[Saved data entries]
◇ ◇ ◇ ◇

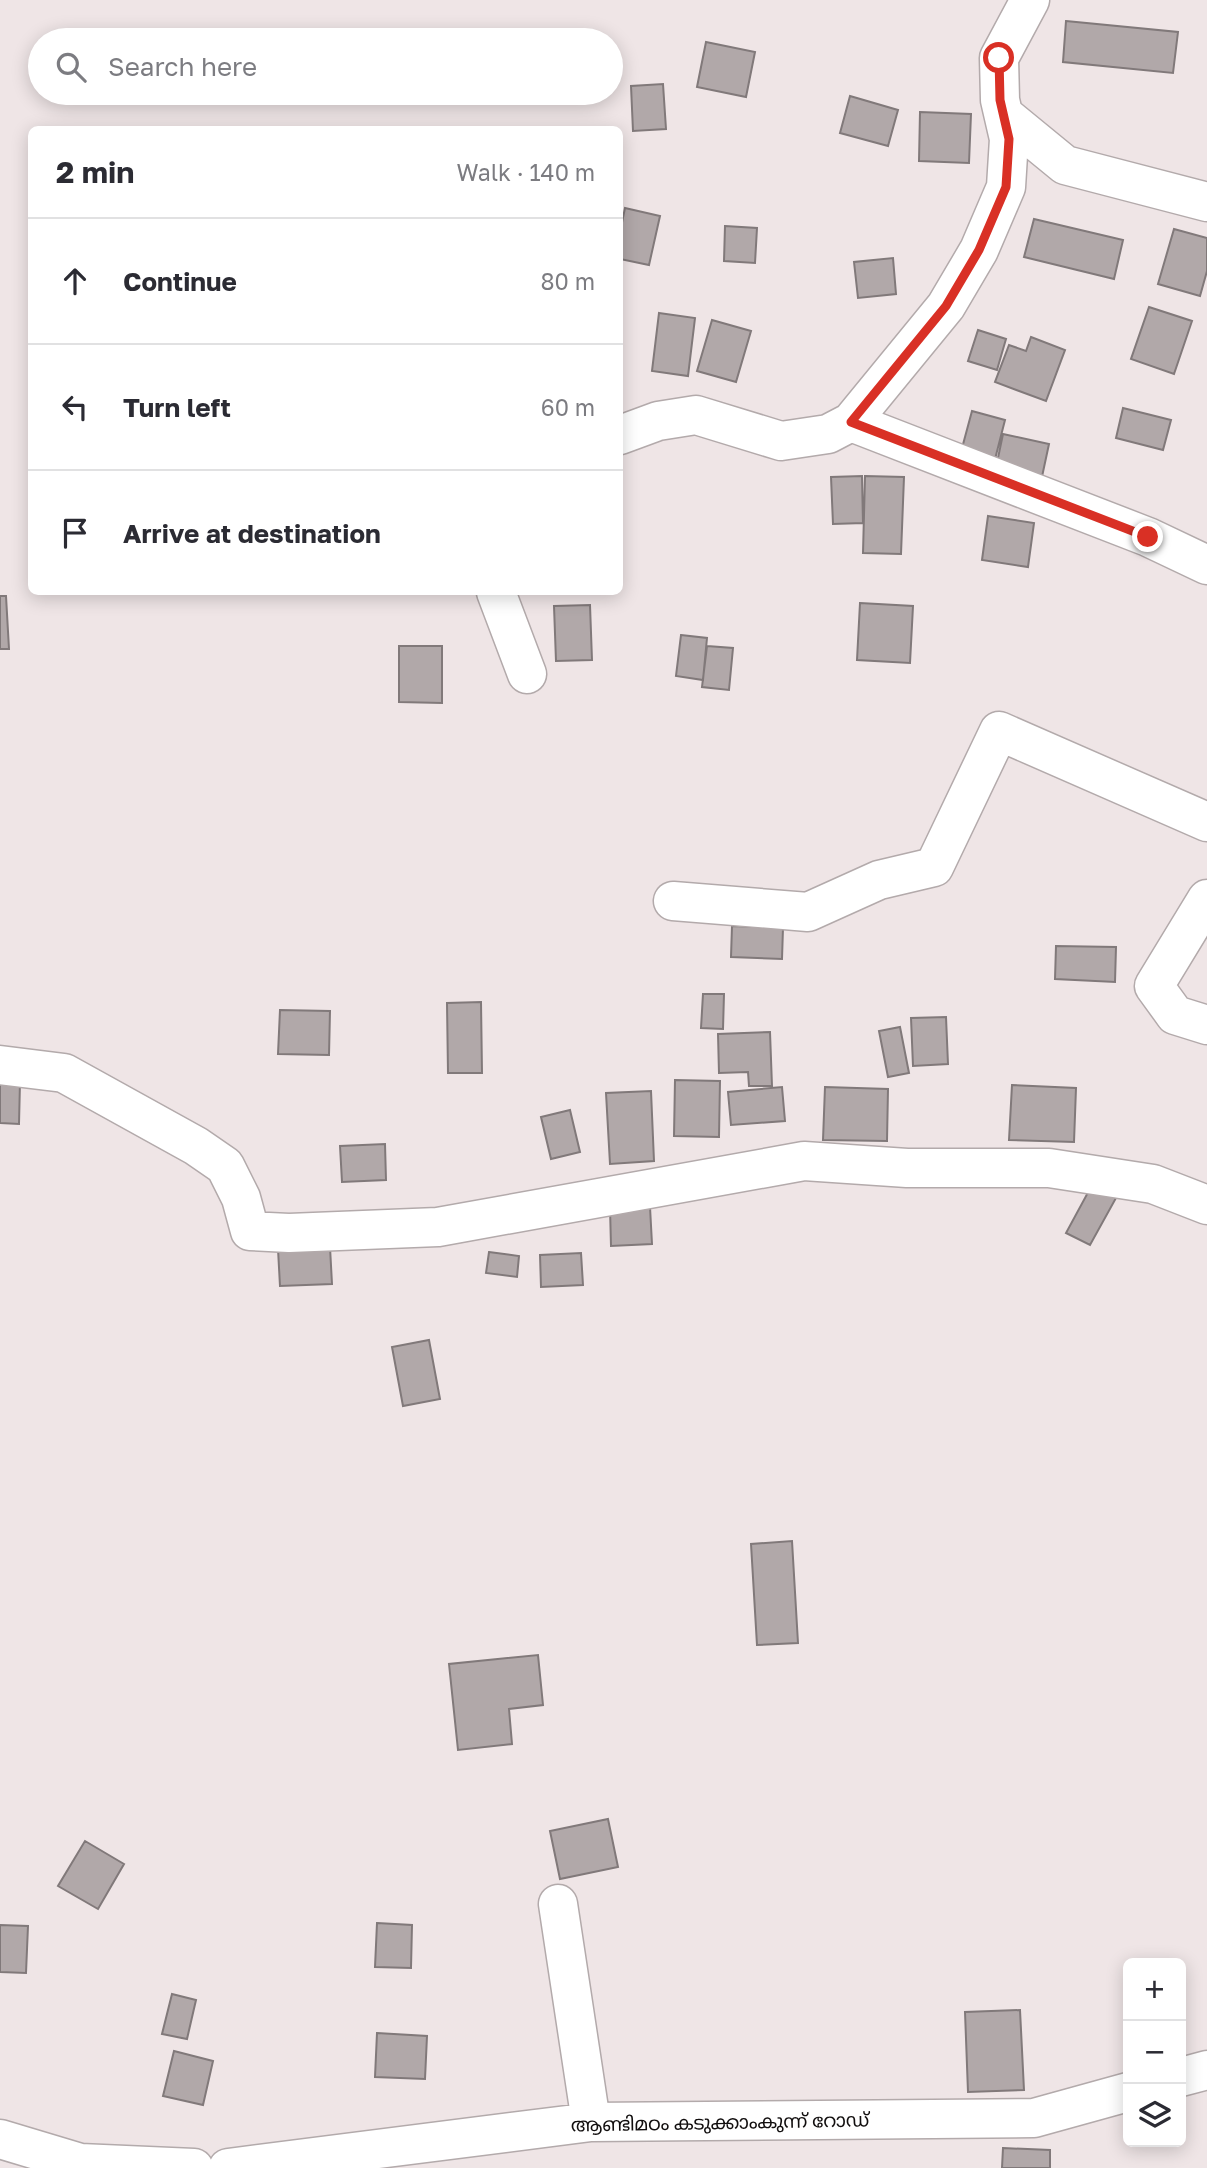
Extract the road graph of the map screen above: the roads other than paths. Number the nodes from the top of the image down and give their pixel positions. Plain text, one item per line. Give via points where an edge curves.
1 (1030, 0) edge
2 (1004, 115) junction
3 (1207, 202) edge
4 (851, 422) junction
5 (623, 434) edge
6 (1207, 565) edge
7 (497, 595) edge
8 (527, 674) dead end
9 (1207, 822) edge
10 (1207, 899) edge
11 (673, 901) dead end
12 (1207, 1025) edge
13 (0, 1065) edge
14 (1207, 1205) edge
15 (558, 1904) dead end
16 (1207, 2070) edge
17 (1186, 2076) edge
18 (1123, 2093) edge
19 (591, 2122) junction
20 (0, 2139) edge
21 (194, 2168) edge
22 (228, 2168) edge

1 - 2 street via 999,58
2 - 3 street via 1065,166
2 - 4 street via 1009,139 1006,187 979,250 946,306
4 - 5 street via 828,434 781,441 696,415 658,421
4 - 6 street via 1148,537
7 - 8 street
9 - 11 street via 999,731 934,867 879,880 808,912
10 - 12 street via 1154,986 1175,1015
13 - 14 street via 64,1073 196,1146 225,1166 250,1231 438,1227 804,1161 907,1168 1049,1168 1153,1184
15 - 19 street
16 - 17 street
18 - 19 street, ആണ്ടിമഠം കടുക്കാംകുന്ന് റോഡ് via 1034,2118
19 - 22 street, ആണ്ടിമഠം കടുക്കാംകുന്ന് റോഡ്
20 - 21 street via 80,2163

◇ ◇ ◇ ◇

Problem - Each line of the data above is to be output exactly; the pictures are not to appear.

Solved exercise -
Extract the road graph of the map screen above: the roads other than paths. Number the nodes from the top of the image down and give their pixel positions. Plain text, one item per line. Give via points where an edge curves.
1 (1030, 0) edge
2 (1004, 115) junction
3 (1207, 202) edge
4 (851, 422) junction
5 (623, 434) edge
6 (1207, 565) edge
7 (497, 595) edge
8 (527, 674) dead end
9 (1207, 822) edge
10 (1207, 899) edge
11 (673, 901) dead end
12 (1207, 1025) edge
13 (0, 1065) edge
14 (1207, 1205) edge
15 (558, 1904) dead end
16 (1207, 2070) edge
17 (1186, 2076) edge
18 (1123, 2093) edge
19 (591, 2122) junction
20 (0, 2139) edge
21 (194, 2168) edge
22 (228, 2168) edge

1 - 2 street via 999,58
2 - 3 street via 1065,166
2 - 4 street via 1009,139 1006,187 979,250 946,306
4 - 5 street via 828,434 781,441 696,415 658,421
4 - 6 street via 1148,537
7 - 8 street
9 - 11 street via 999,731 934,867 879,880 808,912
10 - 12 street via 1154,986 1175,1015
13 - 14 street via 64,1073 196,1146 225,1166 250,1231 438,1227 804,1161 907,1168 1049,1168 1153,1184
15 - 19 street
16 - 17 street
18 - 19 street, ആണ്ടിമഠം കടുക്കാംകുന്ന് റോഡ് via 1034,2118
19 - 22 street, ആണ്ടിമഠം കടുക്കാംകുന്ന് റോഡ്
20 - 21 street via 80,2163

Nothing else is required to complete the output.